━━━ Entries supplied

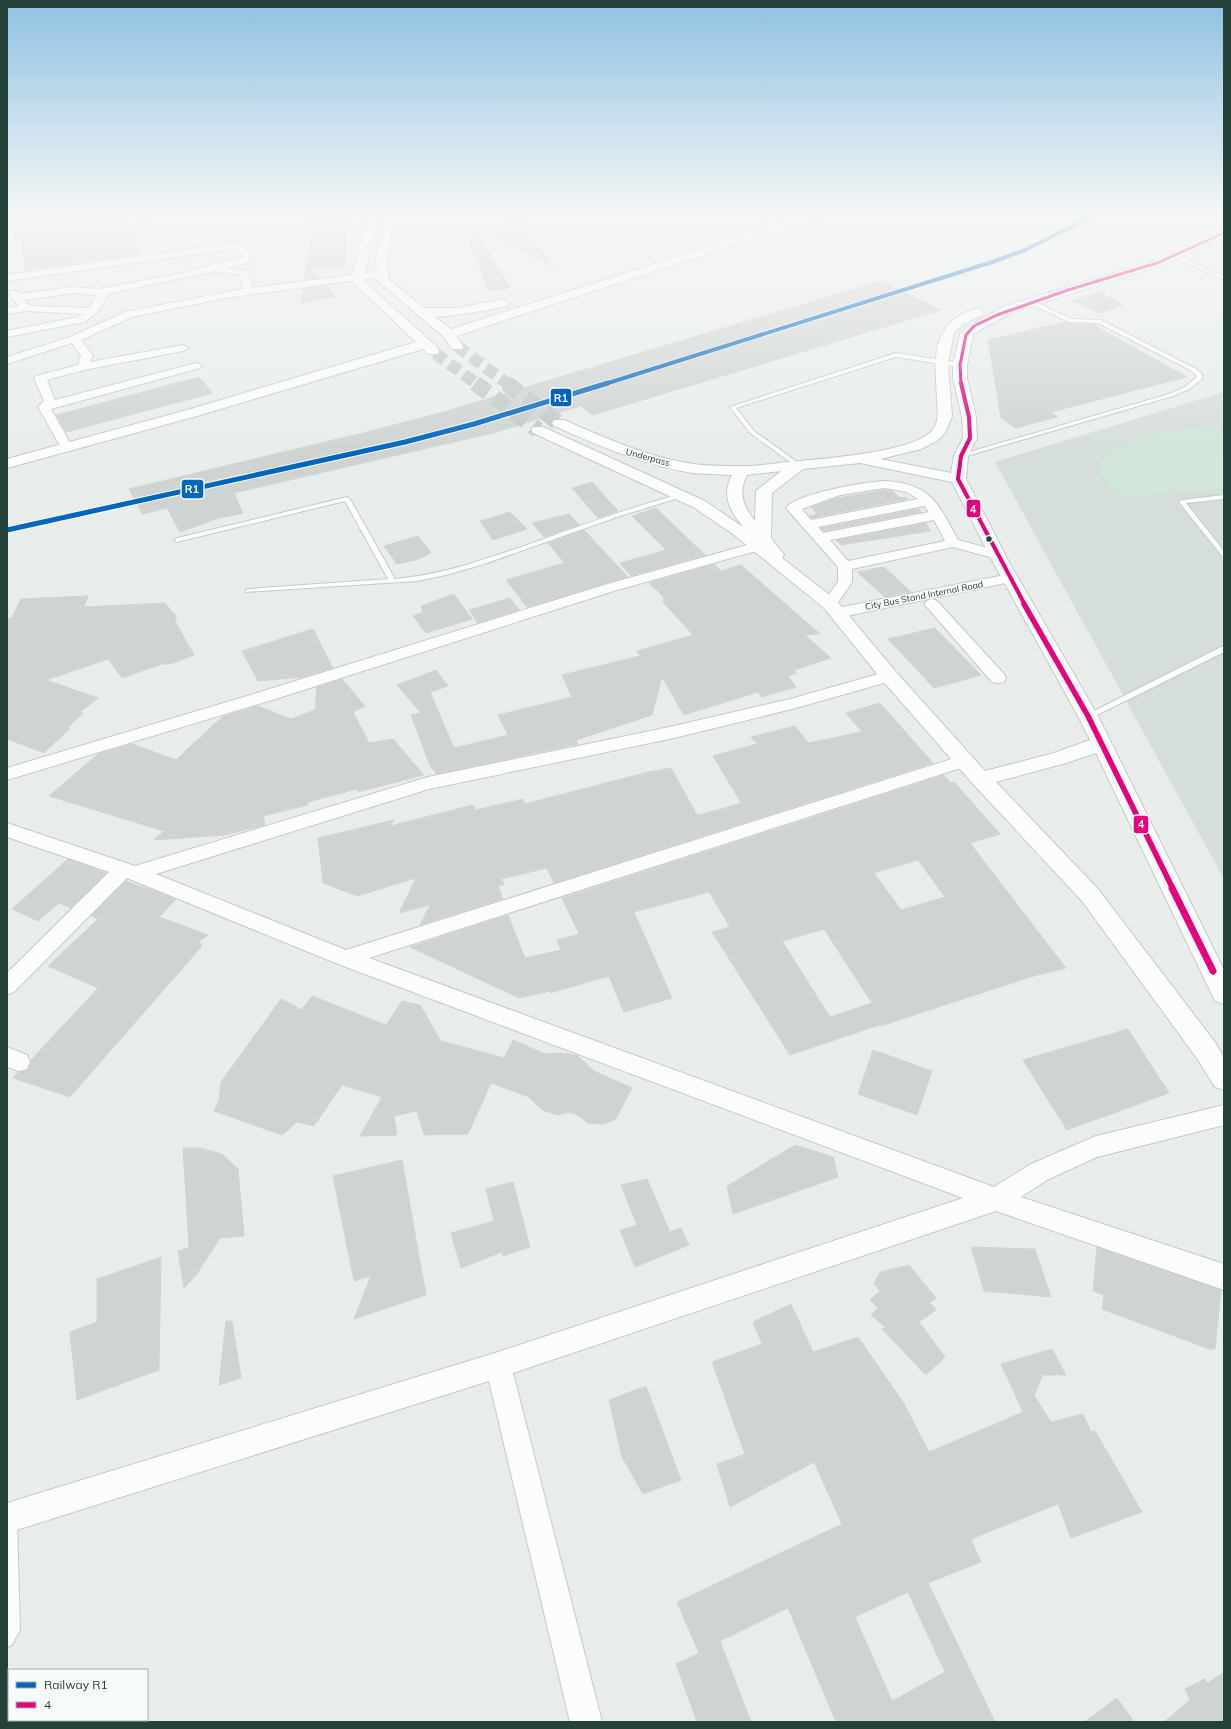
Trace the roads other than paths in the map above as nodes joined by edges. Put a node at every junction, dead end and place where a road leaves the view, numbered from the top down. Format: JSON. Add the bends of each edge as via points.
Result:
{"nodes":[{"id":1,"x":14,"y":294,"type":"edge"},
{"id":2,"x":53,"y":294,"type":"edge"},
{"id":3,"x":102,"y":294,"type":"edge"},
{"id":4,"x":240,"y":294,"type":"edge"},
{"id":5,"x":371,"y":294,"type":"edge"},
{"id":6,"x":398,"y":294,"type":"edge"},
{"id":7,"x":574,"y":294,"type":"edge"},
{"id":8,"x":1028,"y":294,"type":"edge"},
{"id":9,"x":1057,"y":294,"type":"edge"},
{"id":10,"x":17,"y":298,"type":"junction"},
{"id":11,"x":515,"y":299,"type":"dead end"},
{"id":12,"x":1030,"y":302,"type":"junction"},
{"id":13,"x":26,"y":308,"type":"junction"},
{"id":14,"x":7,"y":311,"type":"edge"},
{"id":15,"x":92,"y":311,"type":"junction"},
{"id":16,"x":421,"y":312,"type":"junction"},
{"id":17,"x":129,"y":314,"type":"junction"},
{"id":18,"x":7,"y":334,"type":"edge"},
{"id":19,"x":449,"y":334,"type":"junction"},
{"id":20,"x":74,"y":339,"type":"junction"},
{"id":21,"x":457,"y":346,"type":"tunnel mouth"},
{"id":22,"x":183,"y":348,"type":"dead end"},
{"id":23,"x":7,"y":361,"type":"edge"},
{"id":24,"x":942,"y":362,"type":"junction"},
{"id":25,"x":960,"y":365,"type":"junction"},
{"id":26,"x":196,"y":366,"type":"dead end"},
{"id":27,"x":83,"y":367,"type":"junction"},
{"id":28,"x":44,"y":407,"type":"junction"},
{"id":29,"x":559,"y":423,"type":"tunnel mouth"},
{"id":30,"x":538,"y":430,"type":"tunnel mouth"},
{"id":31,"x":64,"y":445,"type":"junction"},
{"id":32,"x":7,"y":456,"type":"edge"},
{"id":33,"x":961,"y":456,"type":"junction"},
{"id":34,"x":860,"y":459,"type":"junction"},
{"id":35,"x":7,"y":464,"type":"edge"},
{"id":36,"x":799,"y":466,"type":"junction"},
{"id":37,"x":742,"y":471,"type":"junction"},
{"id":38,"x":958,"y":478,"type":"junction"},
{"id":39,"x":912,"y":489,"type":"junction"},
{"id":40,"x":680,"y":496,"type":"junction"},
{"id":41,"x":1224,"y":497,"type":"edge"},
{"id":42,"x":927,"y":501,"type":"junction"},
{"id":43,"x":798,"y":513,"type":"junction"},
{"id":44,"x":937,"y":515,"type":"junction"},
{"id":45,"x":808,"y":525,"type":"junction"},
{"id":46,"x":820,"y":538,"type":"junction"},
{"id":47,"x":177,"y":540,"type":"dead end"},
{"id":48,"x":761,"y":542,"type":"junction"},
{"id":49,"x":953,"y":543,"type":"junction"},
{"id":50,"x":997,"y":555,"type":"junction"},
{"id":51,"x":1224,"y":555,"type":"edge"},
{"id":52,"x":845,"y":566,"type":"junction"},
{"id":53,"x":392,"y":580,"type":"junction"},
{"id":54,"x":1013,"y":583,"type":"junction"},
{"id":55,"x":248,"y":590,"type":"dead end"},
{"id":56,"x":932,"y":604,"type":"junction"},
{"id":57,"x":837,"y":613,"type":"junction"},
{"id":58,"x":1224,"y":649,"type":"edge"},
{"id":59,"x":889,"y":676,"type":"junction"},
{"id":60,"x":998,"y":678,"type":"dead end"},
{"id":61,"x":1088,"y":716,"type":"junction"},
{"id":62,"x":1100,"y":744,"type":"junction"},
{"id":63,"x":964,"y":760,"type":"junction"},
{"id":64,"x":7,"y":774,"type":"edge"},
{"id":65,"x":980,"y":779,"type":"junction"},
{"id":66,"x":7,"y":830,"type":"edge"},
{"id":67,"x":129,"y":871,"type":"junction"},
{"id":68,"x":345,"y":958,"type":"junction"},
{"id":69,"x":7,"y":986,"type":"edge"},
{"id":70,"x":1224,"y":994,"type":"edge"},
{"id":71,"x":1224,"y":1079,"type":"edge"},
{"id":72,"x":1224,"y":1115,"type":"edge"},
{"id":73,"x":996,"y":1199,"type":"junction"},
{"id":74,"x":1224,"y":1277,"type":"edge"},
{"id":75,"x":498,"y":1365,"type":"junction"},
{"id":76,"x":8,"y":1517,"type":"edge"},
{"id":77,"x":7,"y":1640,"type":"edge"},
{"id":78,"x":586,"y":1722,"type":"edge"}],
"edges":[{"from":1,"to":10,"type":"street"},
{"from":2,"to":10,"type":"street"},
{"from":3,"to":15,"type":"street","via":[[100,301]]},
{"from":4,"to":17,"type":"street"},
{"from":5,"to":31,"type":"main road","via":[[426,345],[267,386]]},
{"from":6,"to":16,"type":"main road"},
{"from":7,"to":19,"type":"main road"},
{"from":8,"to":24,"type":"main road","via":[[983,309],[959,321],[948,332]]},
{"from":9,"to":12,"type":"main road"},
{"from":10,"to":13,"type":"street"},
{"from":11,"to":16,"type":"main road","via":[[470,310],[446,313]]},
{"from":12,"to":25,"type":"main road","via":[[969,330]]},
{"from":12,"to":33,"type":"lane","via":[[1072,320],[1105,323],[1194,370],[1199,374],[1199,380],[1171,395]]},
{"from":13,"to":14,"type":"street"},
{"from":13,"to":15,"type":"street"},
{"from":15,"to":17,"type":"street"},
{"from":15,"to":18,"type":"street","via":[[81,320]]},
{"from":16,"to":19,"type":"main road"},
{"from":17,"to":20,"type":"street"},
{"from":19,"to":21,"type":"main road"},
{"from":20,"to":23,"type":"street"},
{"from":20,"to":27,"type":"street","via":[[87,356]]},
{"from":22,"to":27,"type":"street"},
{"from":24,"to":25,"type":"lane"},
{"from":24,"to":34,"type":"main road","via":[[945,416],[940,430],[932,438],[916,446]]},
{"from":24,"to":36,"type":"lane","via":[[896,355],[733,407],[752,432]]},
{"from":25,"to":33,"type":"main road","via":[[970,438]]},
{"from":26,"to":28,"type":"street"},
{"from":27,"to":28,"type":"street","via":[[40,378],[50,402]]},
{"from":28,"to":31,"type":"street"},
{"from":29,"to":37,"type":"main road","name":"Underpass","via":[[643,456],[692,468]]},
{"from":30,"to":40,"type":"main road","name":"Underpass"},
{"from":31,"to":32,"type":"main road"},
{"from":31,"to":35,"type":"main road"},
{"from":33,"to":38,"type":"main road"},
{"from":34,"to":36,"type":"main road","name":"Underpass"},
{"from":34,"to":38,"type":"main road"},
{"from":36,"to":37,"type":"main road","name":"Underpass"},
{"from":36,"to":48,"type":"main road","via":[[764,491]]},
{"from":37,"to":48,"type":"main road","via":[[735,480],[733,495],[739,511]]},
{"from":38,"to":50,"type":"main road"},
{"from":39,"to":42,"type":"street"},
{"from":39,"to":43,"type":"street"},
{"from":39,"to":43,"type":"street","via":[[882,484],[816,497],[793,508]]},
{"from":40,"to":48,"type":"main road","name":"Underpass","via":[[699,504],[739,531]]},
{"from":40,"to":53,"type":"lane","via":[[482,563],[417,579]]},
{"from":41,"to":51,"type":"lane","via":[[1182,502]]},
{"from":42,"to":44,"type":"street"},
{"from":42,"to":45,"type":"street"},
{"from":43,"to":45,"type":"street"},
{"from":44,"to":46,"type":"street"},
{"from":44,"to":49,"type":"street"},
{"from":45,"to":46,"type":"street"},
{"from":46,"to":52,"type":"street"},
{"from":47,"to":53,"type":"lane","via":[[347,499]]},
{"from":48,"to":57,"type":"main road"},
{"from":48,"to":64,"type":"street"},
{"from":49,"to":50,"type":"street"},
{"from":49,"to":52,"type":"street"},
{"from":50,"to":54,"type":"main road"},
{"from":52,"to":57,"type":"street","via":[[845,582]]},
{"from":53,"to":55,"type":"lane"},
{"from":54,"to":56,"type":"street","name":"City Bus Stand Internal Road"},
{"from":54,"to":57,"type":"street","name":"City Bus Stand Internal Road"},
{"from":54,"to":61,"type":"main road"},
{"from":56,"to":57,"type":"street","name":"City Bus Stand Internal Road"},
{"from":56,"to":60,"type":"street"},
{"from":57,"to":59,"type":"main road"},
{"from":58,"to":61,"type":"lane"},
{"from":59,"to":63,"type":"main road"},
{"from":59,"to":67,"type":"street","via":[[792,704],[681,730],[428,783]]},
{"from":61,"to":62,"type":"main road"},
{"from":62,"to":65,"type":"main road"},
{"from":62,"to":70,"type":"main road"},
{"from":63,"to":65,"type":"main road"},
{"from":63,"to":68,"type":"street"},
{"from":65,"to":71,"type":"main road","via":[[1090,896],[1204,1048]]},
{"from":66,"to":67,"type":"street"},
{"from":67,"to":68,"type":"street"},
{"from":67,"to":69,"type":"street"},
{"from":68,"to":73,"type":"street"},
{"from":72,"to":73,"type":"street","via":[[1096,1147],[1070,1156],[1038,1172]]},
{"from":73,"to":74,"type":"street"},
{"from":73,"to":75,"type":"street"},
{"from":75,"to":76,"type":"street"},
{"from":75,"to":78,"type":"street"},
{"from":76,"to":77,"type":"lane","via":[[13,1630]]}]}
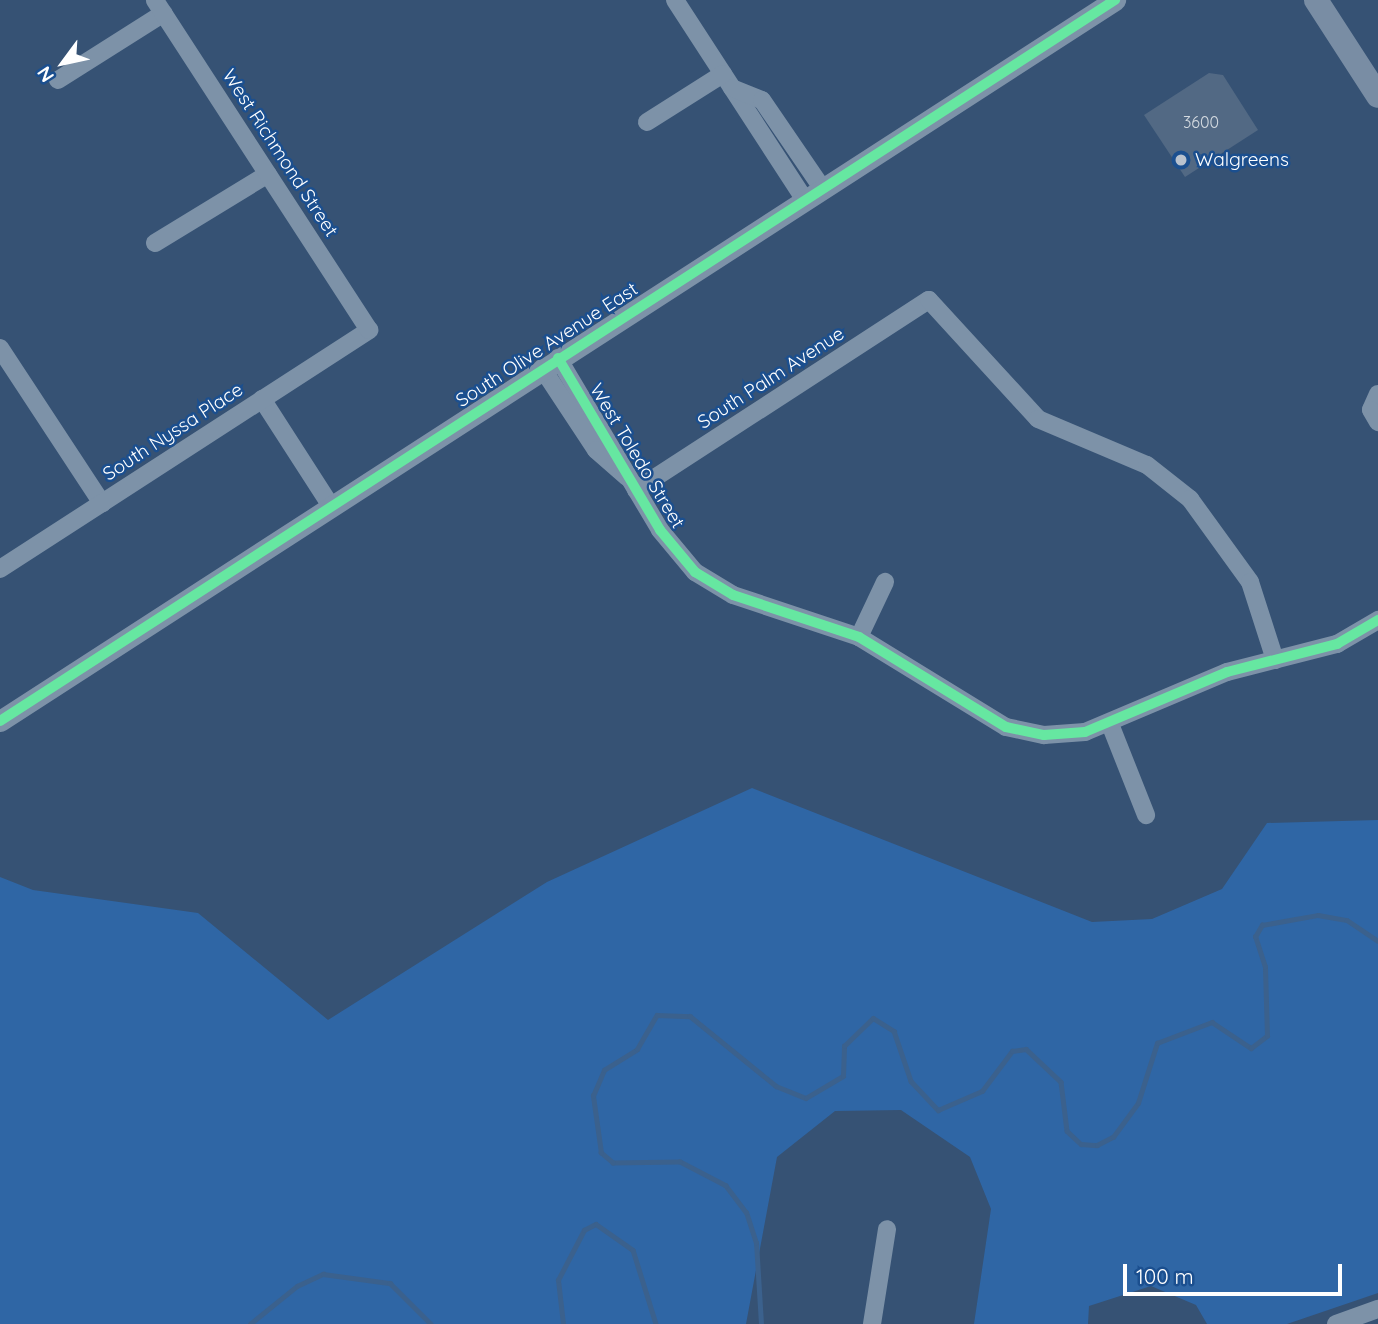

━━━━━━

The lines above that hold the word "edges" need counting; write the count and nothing more.

### [Response to the task]
2